In contrast to the long established conventions about the history of Noongar people, in particular the thesis of ‘extinction’, this volume argues a thesis of ‘survival’.
Most histories of WA keep Noongar people on the margins of colonial history, where they are characterized as a group of people who were quickly dominated, dispersed, stripped of culture, and, made extinct. When reading conventional histories, it is not hard to get the idea that Noongar history is little more than a history of institutionalization, separation, attempts at assimilation and relentless state control.
This book shows how Noongar law, custom and culture have survived notwithstanding the impact of settlement, regardless of the values that the colony was built upon and despite the conventional historical records.
This volume demonstrates a history of survival of the Noongar people and overturns three central conventions of Western Australian history.
The first convention is that Noongar people were unable to adjust to the European presence; that they were devastated by introduced disease, killings, and loss of long-established hunting land.
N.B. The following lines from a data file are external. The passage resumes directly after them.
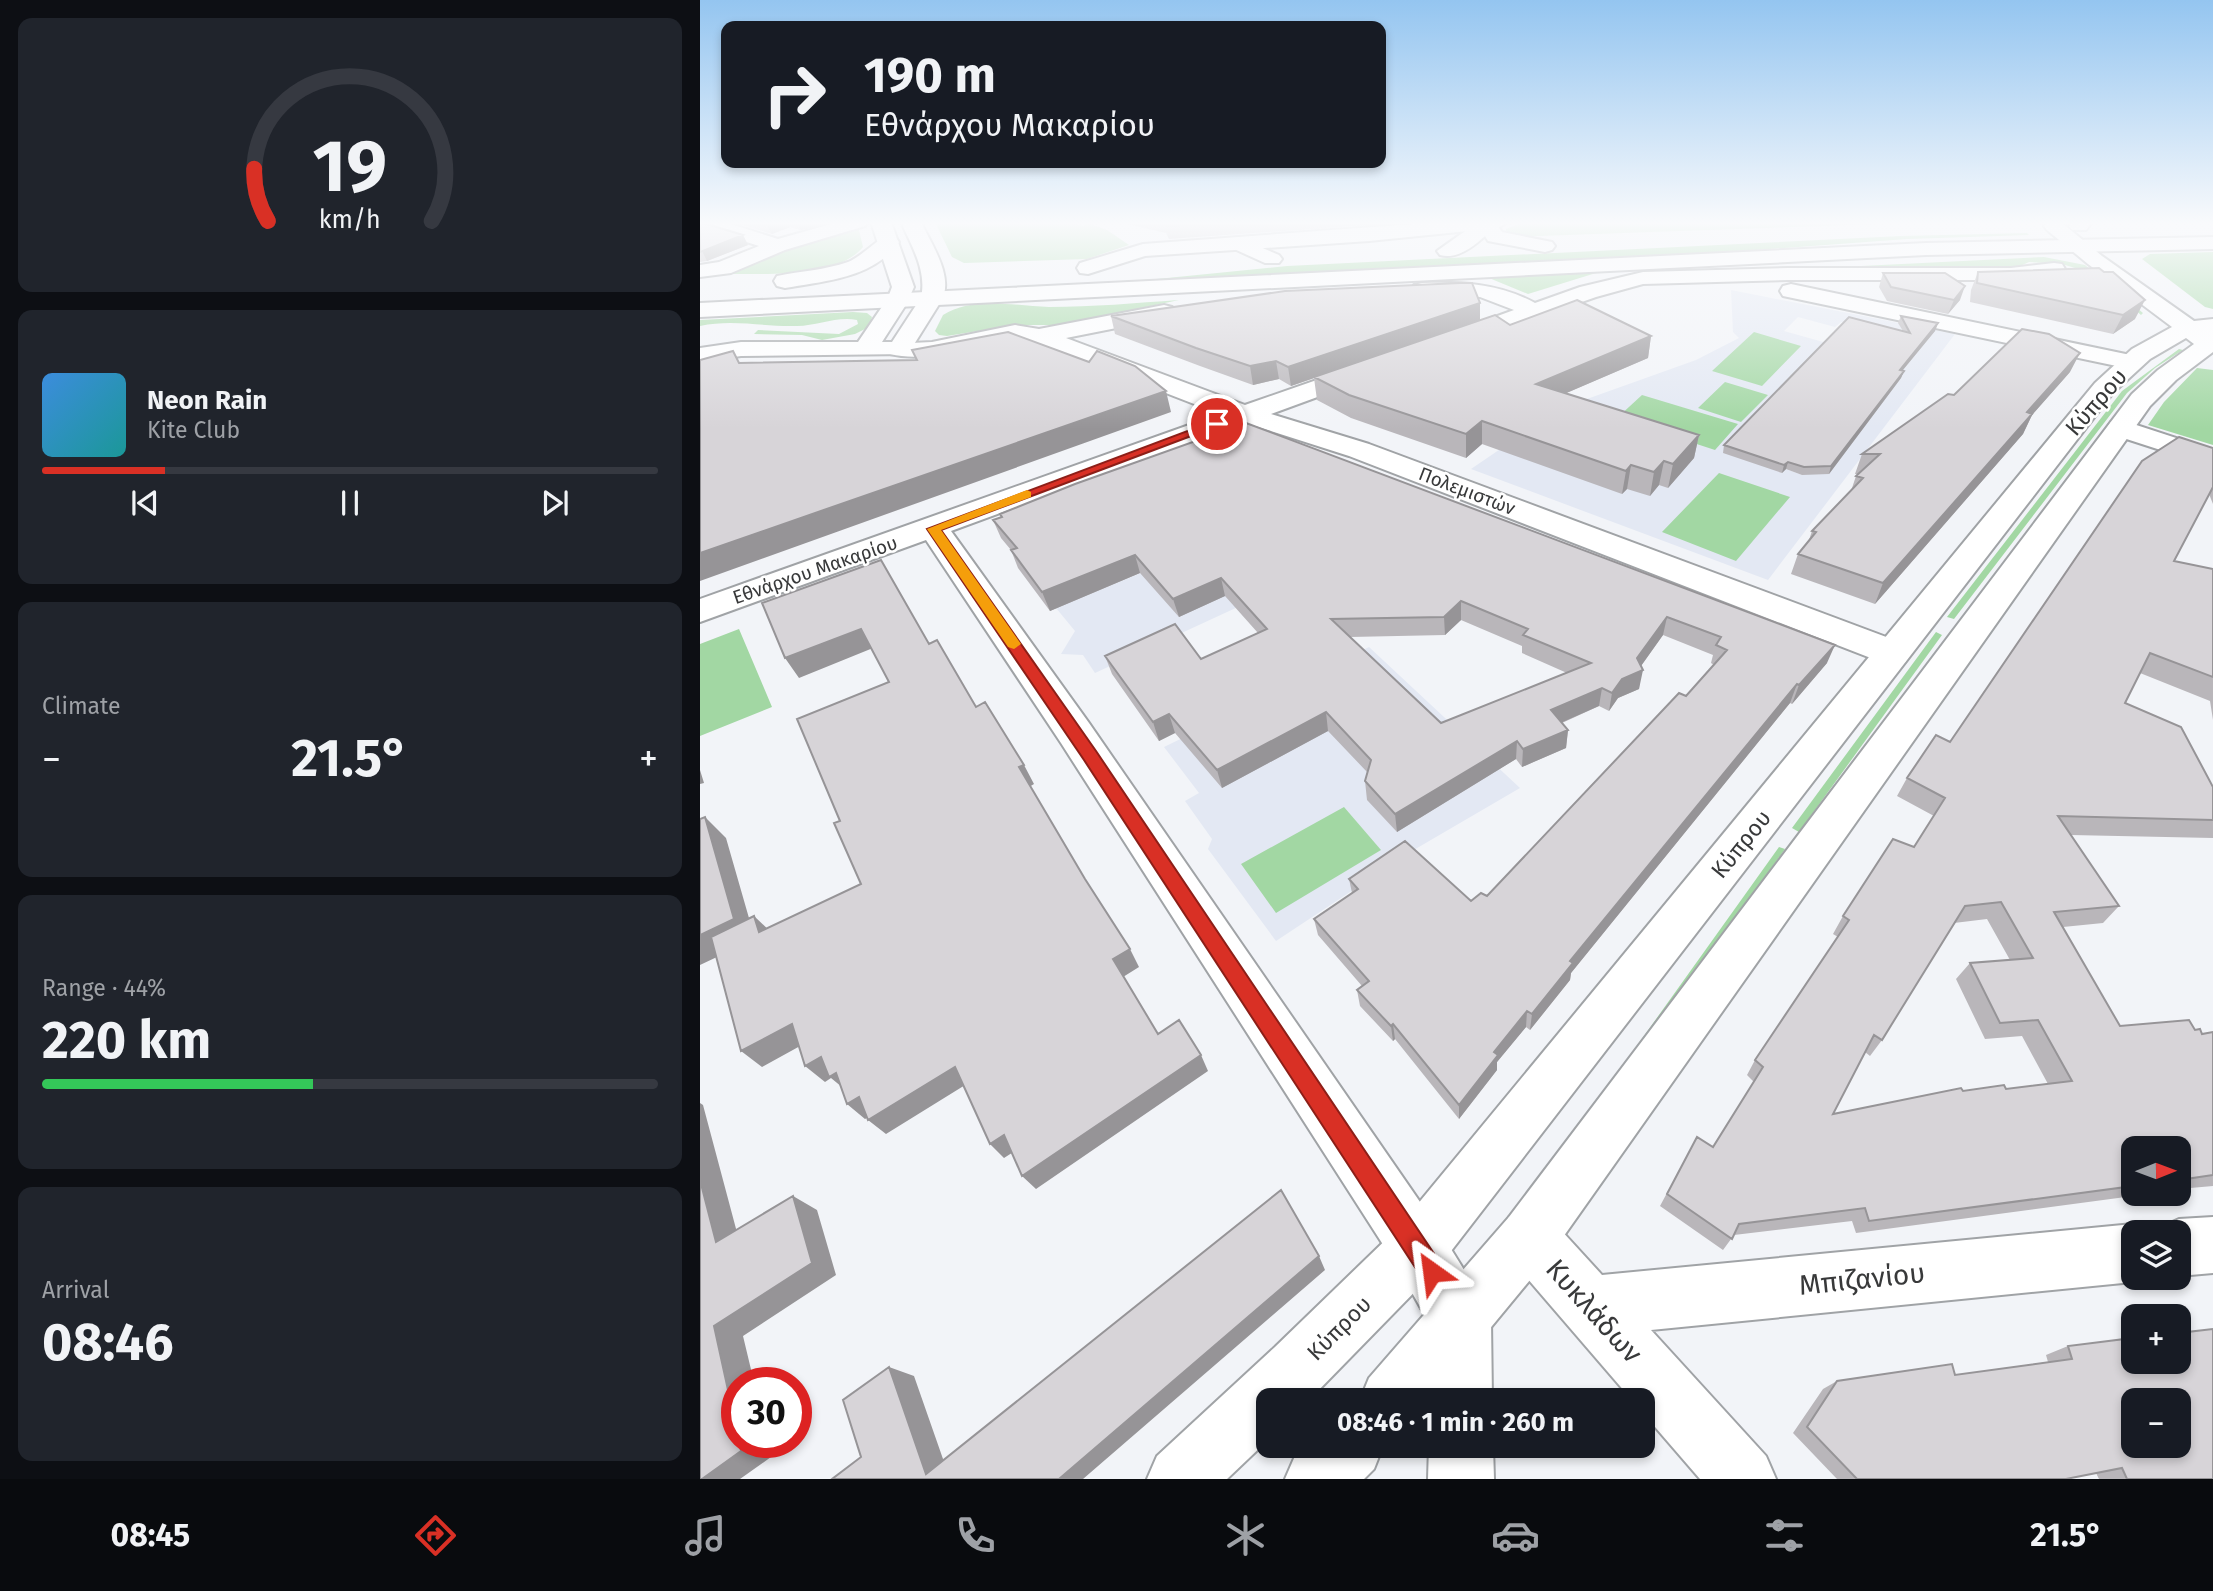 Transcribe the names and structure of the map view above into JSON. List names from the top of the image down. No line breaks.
{"streets":{"main road":["Κύπρου","Πολεμιστών","Εθνάρχου Μακαρίου","Μπιζανίου","Κυκλάδων"]},"crossings":[["Κύπρου","Πολεμιστών"],["Κύπρου","Κυκλάδων"],["Πολεμιστών","Εθνάρχου Μακαρίου"],["Μπιζανίου","Κυκλάδων"]],"north":"right","page":{"turn":["190 m","Εθνάρχου Μακαρίου"],"song":["Neon Rain","Kite Club"],"tile":["Climate",["Range · 44%","220 km"],["Arrival","08:46"]],"heat":["−","21.5°","+"],"map_buttons":["+","−"],"limit":"30","trip":"08:46 · 1 min · 260 m","tabs":["08:45","21.5°"],"gauge":["19","km/h"]}} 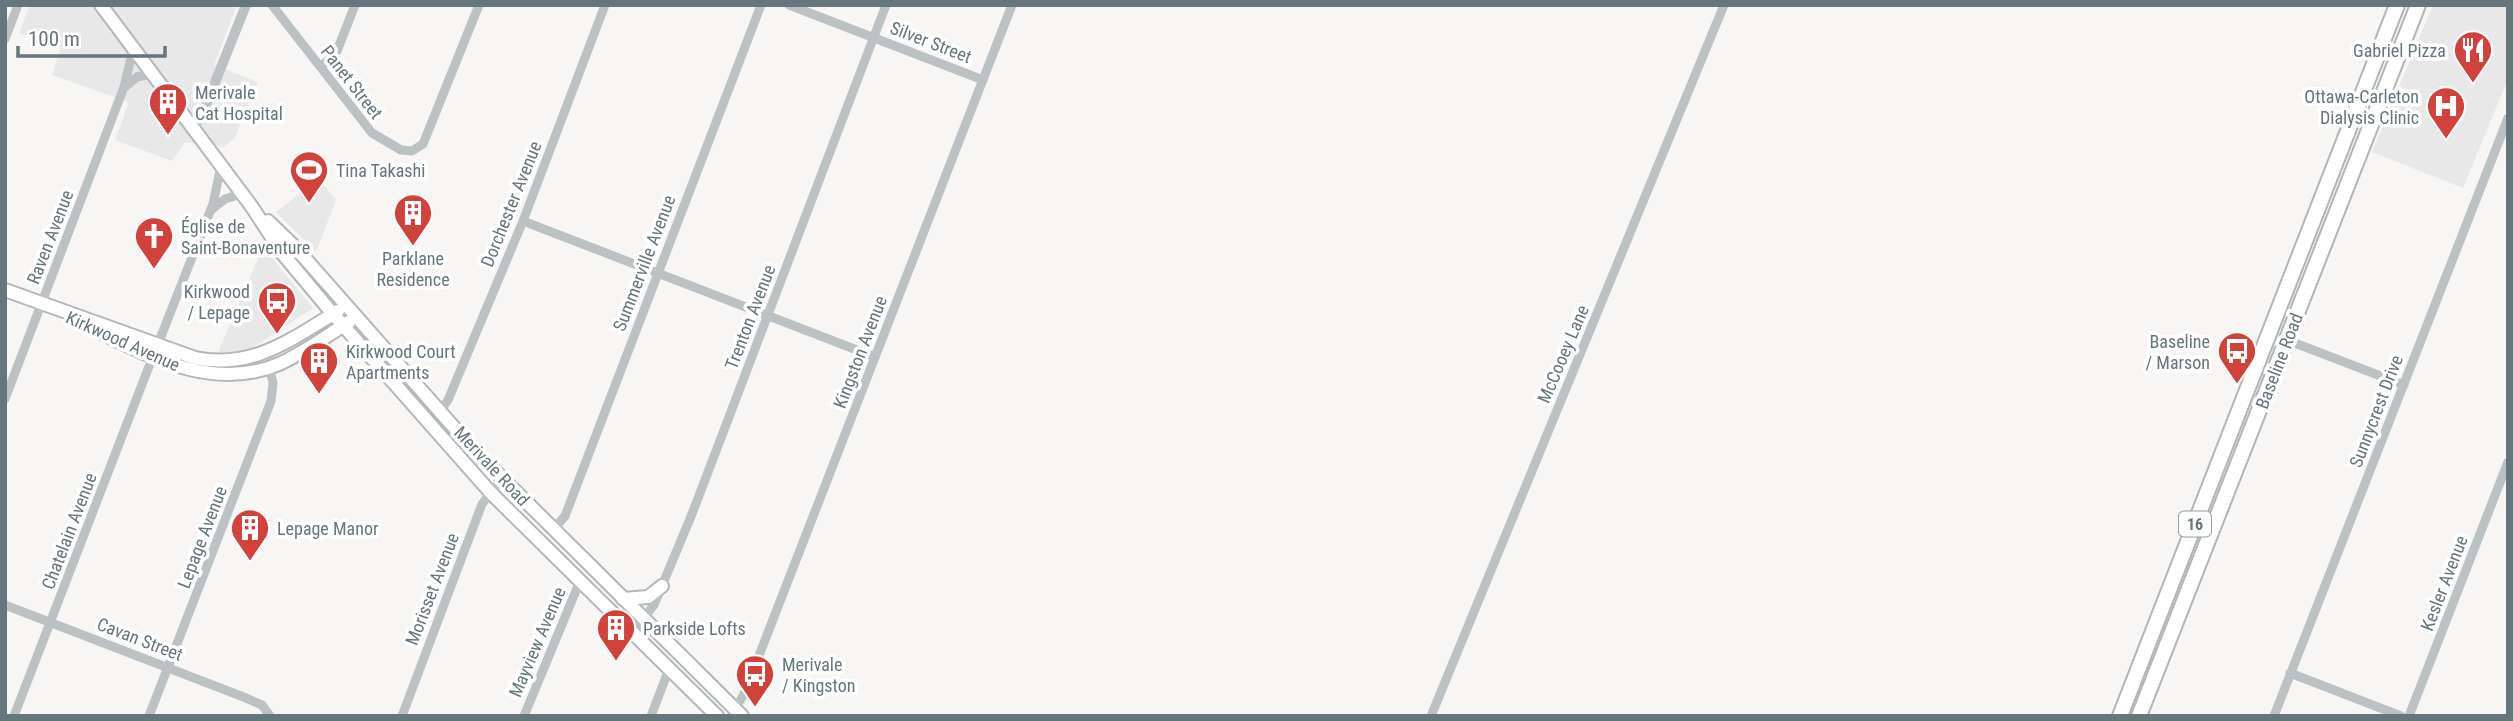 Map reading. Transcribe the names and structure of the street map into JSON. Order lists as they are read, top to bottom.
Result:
{
  "streets": {
    "main road": [
      "Kirkwood Avenue",
      "Baseline Road",
      "Merivale Road",
      "16"
    ],
    "street": [
      "Silver Street",
      "Panet Street",
      "Dorchester Avenue",
      "Raven Avenue",
      "Summerville Avenue",
      "Trenton Avenue",
      "Kingston Avenue",
      "McCooey Lane",
      "Sunnycrest Drive",
      "Chatelain Avenue",
      "Lepage Avenue",
      "Kesler Avenue",
      "Morisset Avenue",
      "Cavan Street",
      "Mayview Avenue"
    ]
  },
  "crossings": [
    ["Silver Street", "Trenton Avenue"],
    ["Silver Street", "Kingston Avenue"],
    ["Dorchester Avenue", "Merivale Road"],
    ["Raven Avenue", "Kirkwood Avenue"],
    ["Raven Avenue", "Merivale Road"],
    ["Summerville Avenue", "Merivale Road"],
    ["Trenton Avenue", "Merivale Road"],
    ["Kirkwood Avenue", "Merivale Road"],
    ["Kirkwood Avenue", "Chatelain Avenue"],
    ["Kirkwood Avenue", "Lepage Avenue"],
    ["Kingston Avenue", "Merivale Road"],
    ["Merivale Road", "Chatelain Avenue"],
    ["Merivale Road", "Morisset Avenue"],
    ["Merivale Road", "Mayview Avenue"],
    ["Chatelain Avenue", "Cavan Street"],
    ["Lepage Avenue", "Cavan Street"]
  ],
  "places": {
    "restaurant": ["Gabriel Pizza"],
    "building": [
      "Merivale Cat Hospital",
      "Parklane Residence",
      "Kirkwood Court Apartments",
      "Lepage Manor",
      "Parkside Lofts"
    ],
    "hospital": ["Ottawa-Carleton Dialysis Clinic"],
    "sports": ["Tina Takashi"],
    "church": ["Église de Saint-Bonaventure"],
    "bus stop": ["Kirkwood / Lepage", "Baseline / Marson", "Merivale / Kingston"]
  },
  "scale_bar": "100 m"
}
The second is the convention that because of how Aboriginal people were racially classed, Noongar people were all but ‘extinct’, bred out, by the turn of the 20th century.
The third convention was that real Aboriginal people inhabited ‘remote’ Australia. The result of this convention was that Noongar people in the south-west, as in other parts of settled Australia, were seen to undergo cultural loss and breakdown.
These conventions have been challenged but their influence persists.
The book shows how, these conventions can be found in early writings of colonial administrators and through the writings of people like Daisy Bates and reinforced by more recent anthropologists such as the late Ronald and Catherine Berndt.
The role of the anthropology of Noongar people is disturbing. It was decided long ago that Noongar people had lost their culture. Professor Berndt stated that Noongar culture was ‘beyond recovery’, judgments made without any fieldwork or without talking to one Noongar person.
Published histories almost exclusively consist of these types of statements from writers who have fallen into the lap of complacency, making assertions with little analysis or critical thought.
Perhaps not surprisingly, these ideas are still very much alive and well today. They were seen in the hostile position the State took in the Single Noongar Claim arguing that Europeans settlers killed all the Aboriginal people of Perth intentionally through shooting or unintentionally through introduced disease. It was also argued that the ‘Noongar people’ from Perth weren’t Noongar at all. This is in stark contrast to the countless public events where State Government Ministers and representatives continue to acknowledge Noongar people as the traditional owners of Perth!
There are literally thousands of records describing Noongar people in negative terms and histories which detail what was done to Noongar people. Yet these same Noongar People have adapted to the new arrivals and sustained traditions and culture. This volume presents a new storyline of Noongar history to renew the historical record and show how Noongar people and families survived, evaded government surveillance and indeed thrived.
This is a story that shows Noongar people were here when the Europeans came and are still here today as a people, as a culture, proud and strong.
May 19, 2010
Noongar Native Title history book wins major award.
In the presentation speech the Minister said:
“The judges felt this book had the potential to alter the path of
historical Aboriginal research and that the work has led to a paradigm
shift in the way Aboriginal culture and identity is defined and understood.”